In 1823, a few years after the formation of Gran Colombia, the Public Library, now the National Library, was enlarged and modernized with new volumes and better facilities.  The National Museum was founded. Those institutions were of great importance to the new republic's cultural development.  The Central University was the first State school, precursor of the current National University, founded in 1867 and domiciled in Bogotá.

Regeneration 
President Rafael Núñez declared the end of Federalism, and in 1886 the country became a centralist republic ruled by the constitution in force – save some amendments – up to 1991. In the middle of political and administration avatars, Bogotá continued as the capital and principal political center of the country.

From a base of only 20,000 people in 1793, the city grew to approximately 117,000 people in 1912. Population growth was rapid after 1870, largely because of emigration from the eastern highlands.

Twentieth century 

Early in the 20th century, Colombia had to face devastating consequences from the One Thousand Days War, which lasted from 1899 to 1902, and the loss of Panama.  Between 1904 and 1909, the lawfulness of the liberal party was re-established and President Rafael Reyes endeavored to implement a national government. Peace and state reorganization generated the increase of economic activities. Bogotá started deep architectural and urban transformation with significant industrial and artisan production increases.  In 1910, the Industrial Exposition of the Century took place at Park of Independence. Stands built evidenced industrial, artisan work, beaux arts, electricity and machinery progress achieved. The period from 1910 to 1930 is designated conservative hegemony.  Between 1924 and 1928, hard union struggles began, with oil fields and banana zone workers' strikes, leaving numerous people dead.

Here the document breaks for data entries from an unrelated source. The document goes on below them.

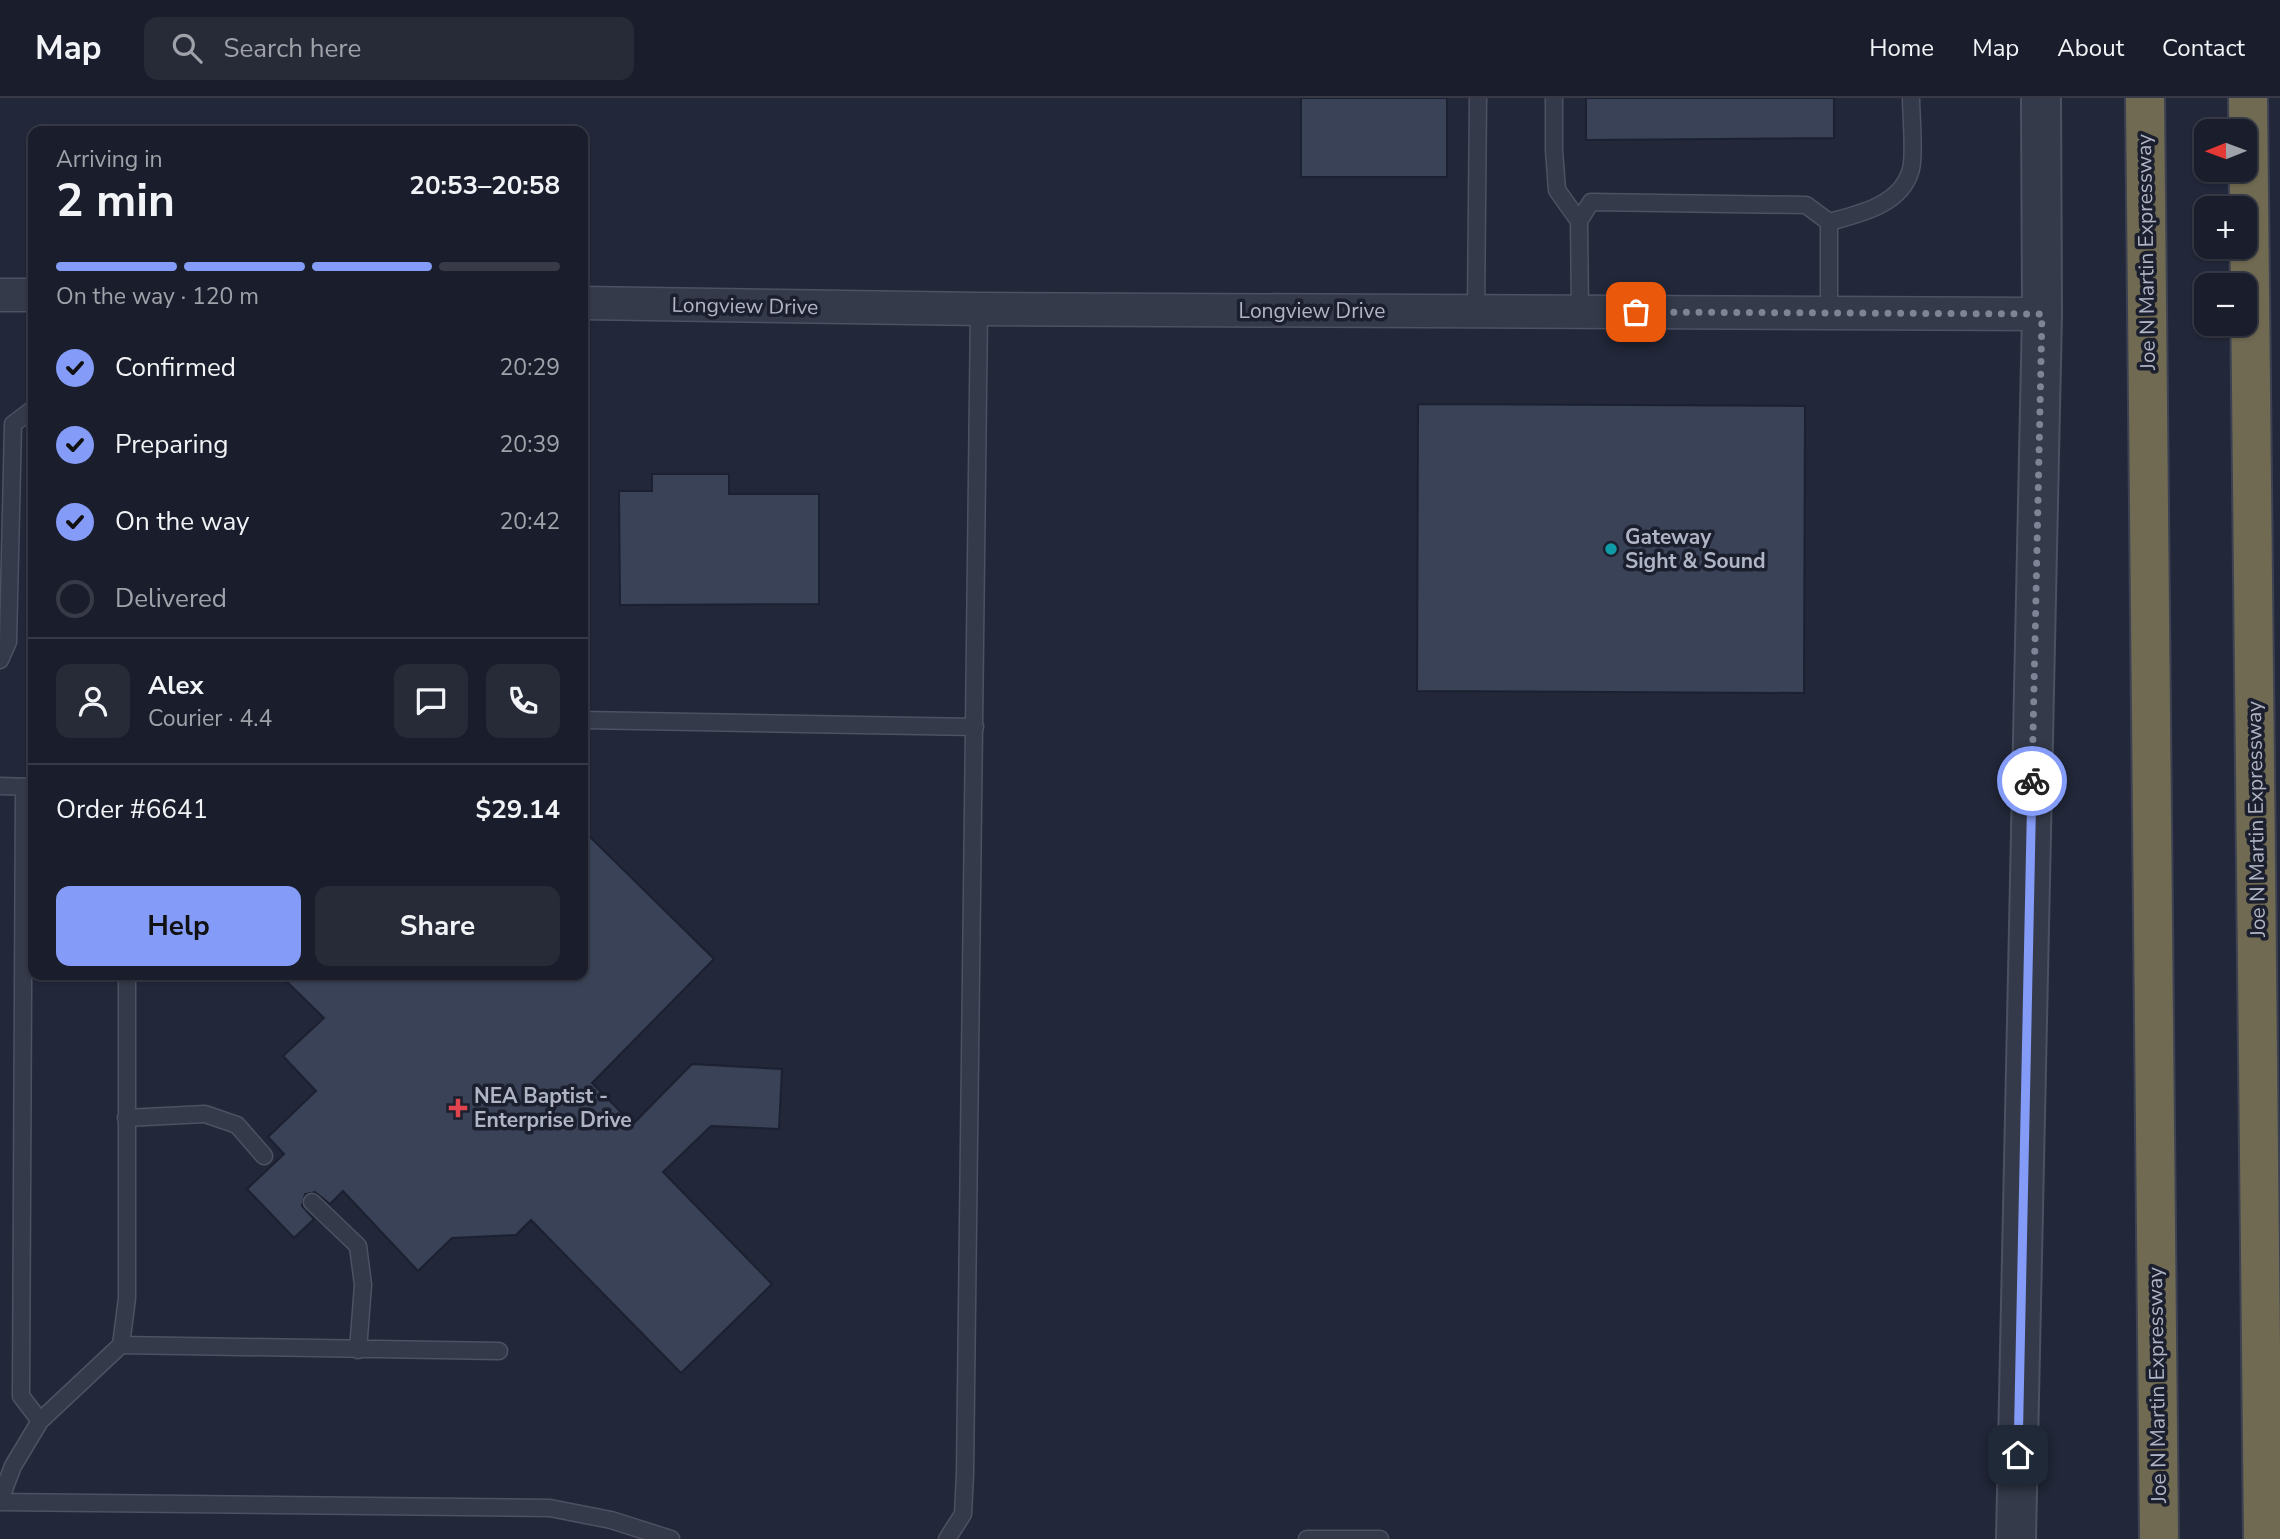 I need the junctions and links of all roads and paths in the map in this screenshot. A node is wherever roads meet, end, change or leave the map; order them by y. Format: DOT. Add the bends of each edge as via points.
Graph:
graph roads {
  1 [pos="1478,98"];
  2 [pos="1554,98"];
  3 [pos="1910,98"];
  4 [pos="2042,98"];
  5 [pos="2145,98"];
  6 [pos="2248,98"];
  7 [pos="1579,221"];
  8 [pos="1829,222"];
  9 [pos="0,295"];
  10 [pos="28,295"];
  11 [pos="588,303"];
  12 [pos="979,309"];
  13 [pos="1476,312"];
  14 [pos="1580,312"];
  15 [pos="1829,313"];
  16 [pos="2042,314"];
  17 [pos="28,412"];
  18 [pos="0,660"];
  19 [pos="588,720"];
  20 [pos="975,727"];
  21 [pos="0,786"];
  22 [pos="28,787"];
  23 [pos="127,980"];
  24 [pos="127,1118"];
  25 [pos="264,1156"];
  26 [pos="312,1202"];
  27 [pos="121,1345"];
  28 [pos="358,1350"];
  29 [pos="499,1351"];
  30 [pos="40,1421"];
  31 [pos="0,1501"];
  32 [pos="671,1539"];
  33 [pos="947,1539"];
  34 [pos="1307,1539"];
  35 [pos="1380,1539"];
  36 [pos="2016,1539"];
  37 [pos="2159,1539"];
  38 [pos="2263,1539"];
  1 -- 13 [label="lane"];
  2 -- 7 [label="lane" via="1557,190"];
  3 -- 8 [label="lane" via="1911,169 1900,188 1866,212"];
  4 -- 16 [label="street"];
  5 -- 37 [label="highway, Joe N Martin Expressway"];
  6 -- 38 [label="highway, Joe N Martin Expressway"];
  7 -- 8 [label="lane" via="1591,202 1806,205"];
  7 -- 14 [label="lane"];
  8 -- 15 [label="lane"];
  9 -- 10 [label="street"];
  11 -- 12 [label="street, Longview Drive"];
  12 -- 13 [label="street, Longview Drive"];
  12 -- 20 [label="lane"];
  13 -- 14 [label="street, Longview Drive"];
  14 -- 15 [label="street, Longview Drive"];
  15 -- 16 [label="street, Longview Drive"];
  16 -- 36 [label="street"];
  17 -- 18 [label="lane" via="13,424 8,642"];
  19 -- 20 [label="lane"];
  20 -- 33 [label="lane" via="965,1474 963,1514"];
  21 -- 22 [label="lane"];
  22 -- 30 [label="lane" via="21,1396"];
  23 -- 24 [label="lane"];
  24 -- 25 [label="lane" via="205,1114 237,1125"];
  24 -- 27 [label="lane" via="127,1297"];
  26 -- 28 [label="lane" via="358,1246 363,1285"];
  27 -- 28 [label="lane"];
  27 -- 30 [label="lane"];
  28 -- 29 [label="lane"];
  30 -- 31 [label="lane" via="13,1466"];
  31 -- 32 [label="lane" via="550,1508 611,1520"];
  34 -- 35 [label="lane"];
} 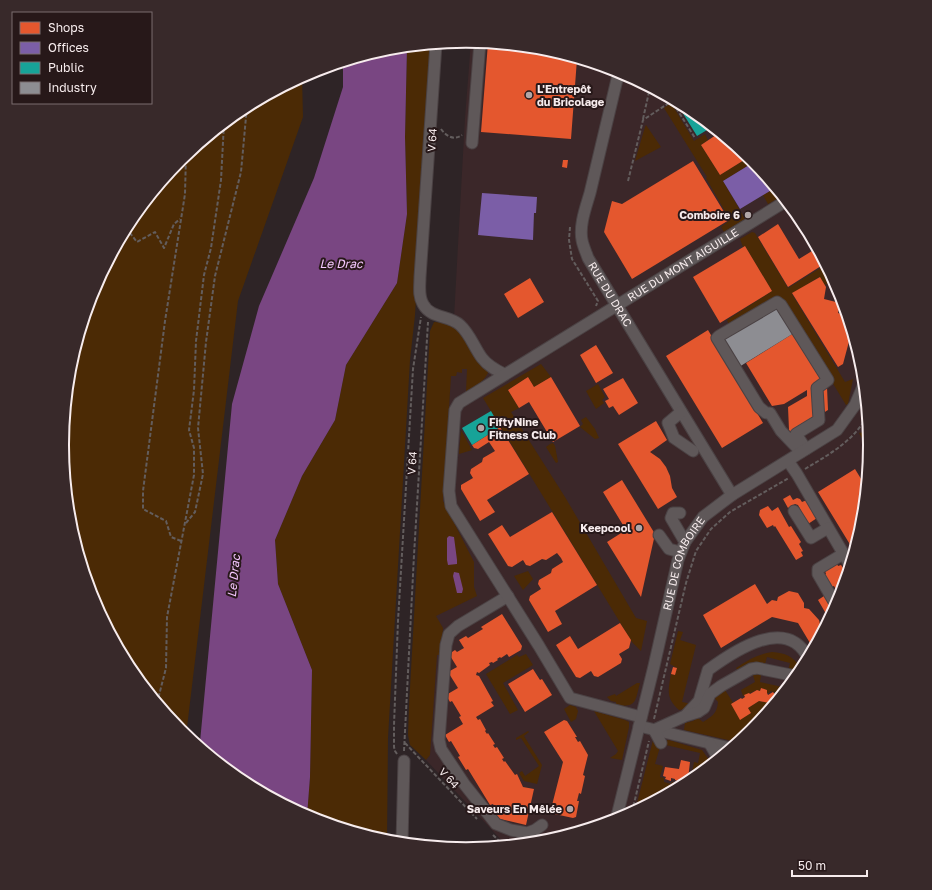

Bogotá had practically no industry. Production was basically artisan work grouped in specific places, similar to commercial sectors.  Plaza de Bolívar and surroundings lodged hat stores, at Calle del Comercio –current Carrera Seventh– and Calle Florián –now Carrera Eight– luxurious stores selling imported products opened their doors; at Pasaje Hernández, tailor's shops provided their services, and between 1870 and 1883, four main banks opened their doors: Bogotá, Colombia, Popular and Mortgage Credit banks.

Following the banana zone killings and conservative party division, Enrique Olaya Herrera took office in 1930. The liberal party reformed during 16 years of the so-called Liberal Republic, agricultural, social, political, labor, educational, economic and administrative sectors. Unionism strengthened and education coverage expanded. 

The celebration produced a large number of infrastructure works, new construction and work sources. Following the 1946 liberal party division, a conservative candidate took presidential office again in 1948, after the killing of liberal leader Jorge Eliécer Gaitán, Bogotá's downtown was virtually destroyed as violence reigned. From then, Bogotá's urban, architectural and population sectors were substantially reorganized.

Twenty-first century 

The city begins the 21st century with important changes in its urban space and public transport, looking to plan a demographic and economic growth that would position it as a strategic hub for international business in Latin America. Some of the main interventions initiated in this century looked to develop projects contained in the Plan of Territorial Ordering (POT), which will guide the development of the city for the next two centuries.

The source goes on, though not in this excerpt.